What you have to do — Copy every line of the records exactly, without including the images.

Provided records —
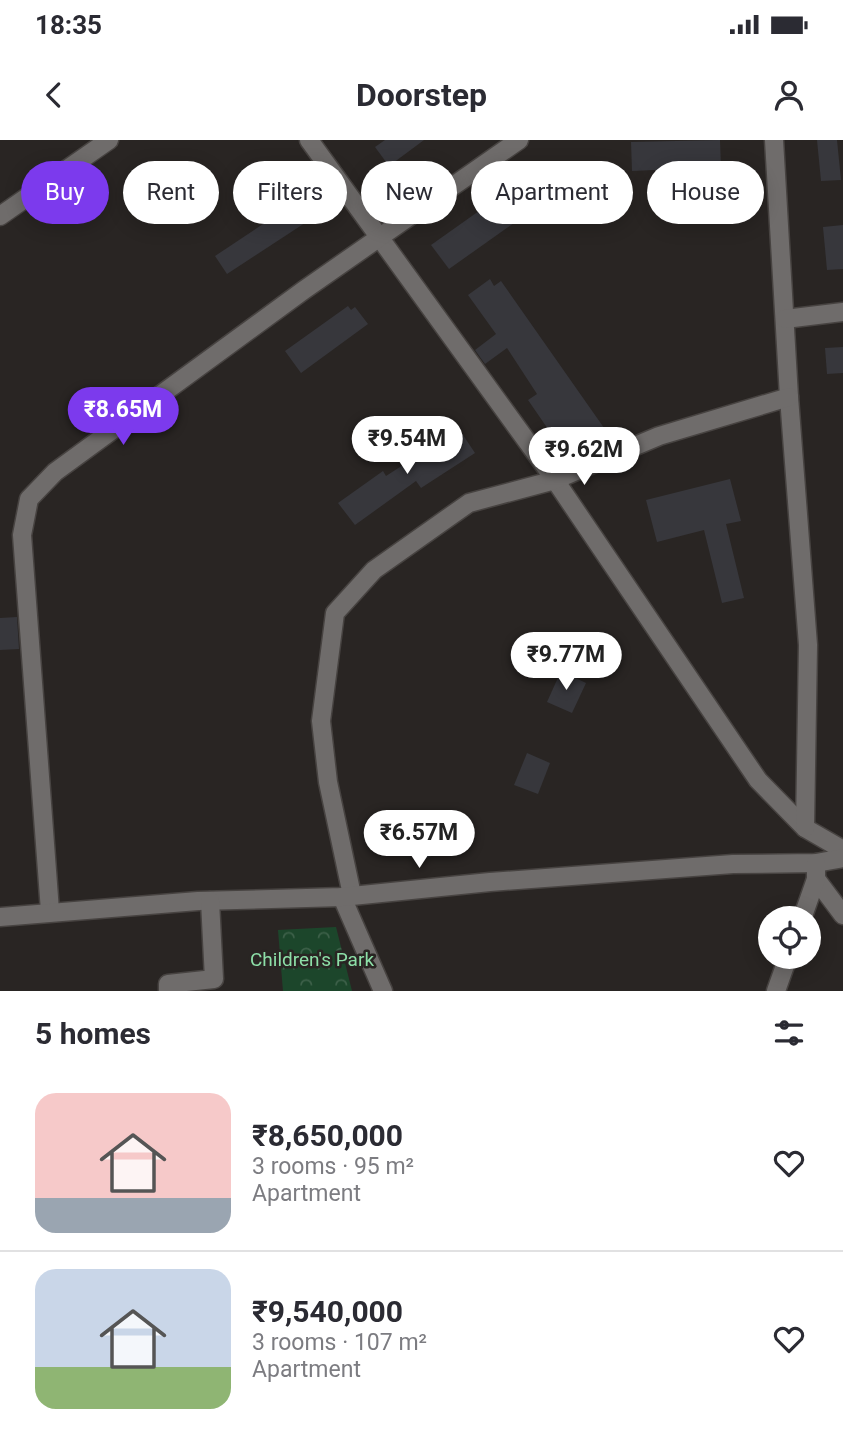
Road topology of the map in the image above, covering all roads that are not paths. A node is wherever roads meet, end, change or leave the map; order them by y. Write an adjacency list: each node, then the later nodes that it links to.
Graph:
1 (109, 140): 5 (street)
2 (309, 140): 6 (street)
3 (519, 140): 6 (street)
4 (774, 140): 8 (street)
5 (0, 216)
6 (381, 237): 10 (street); 18 (street)
7 (843, 312): 8 (street)
8 (785, 318): 9 (street)
9 (789, 397): 10 (street); 11 (street)
10 (555, 480): 11 (street); 15 (street)
11 (805, 828): 12 (street)
12 (843, 850)
13 (843, 858): 14 (street)
14 (816, 871): 15 (street); 17 (street); 19 (street)
15 (347, 896): 16 (street); 23 (street)
16 (210, 901): 18 (street); 22 (street)
17 (806, 906)
18 (50, 911): 20 (street)
19 (843, 915)
20 (0, 917)
21 (784, 969): 24 (street)
22 (168, 991)
23 (383, 991)
24 (776, 991)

Exercise output —
Road topology of the map in the image above, covering all roads that are not paths. A node is wherever roads meet, end, change or leave the map; order them by y. Write an adjacency list: each node, then the later nodes that it links to.
Graph:
1 (109, 140): 5 (street)
2 (309, 140): 6 (street)
3 (519, 140): 6 (street)
4 (774, 140): 8 (street)
5 (0, 216)
6 (381, 237): 10 (street); 18 (street)
7 (843, 312): 8 (street)
8 (785, 318): 9 (street)
9 (789, 397): 10 (street); 11 (street)
10 (555, 480): 11 (street); 15 (street)
11 (805, 828): 12 (street)
12 (843, 850)
13 (843, 858): 14 (street)
14 (816, 871): 15 (street); 17 (street); 19 (street)
15 (347, 896): 16 (street); 23 (street)
16 (210, 901): 18 (street); 22 (street)
17 (806, 906)
18 (50, 911): 20 (street)
19 (843, 915)
20 (0, 917)
21 (784, 969): 24 (street)
22 (168, 991)
23 (383, 991)
24 (776, 991)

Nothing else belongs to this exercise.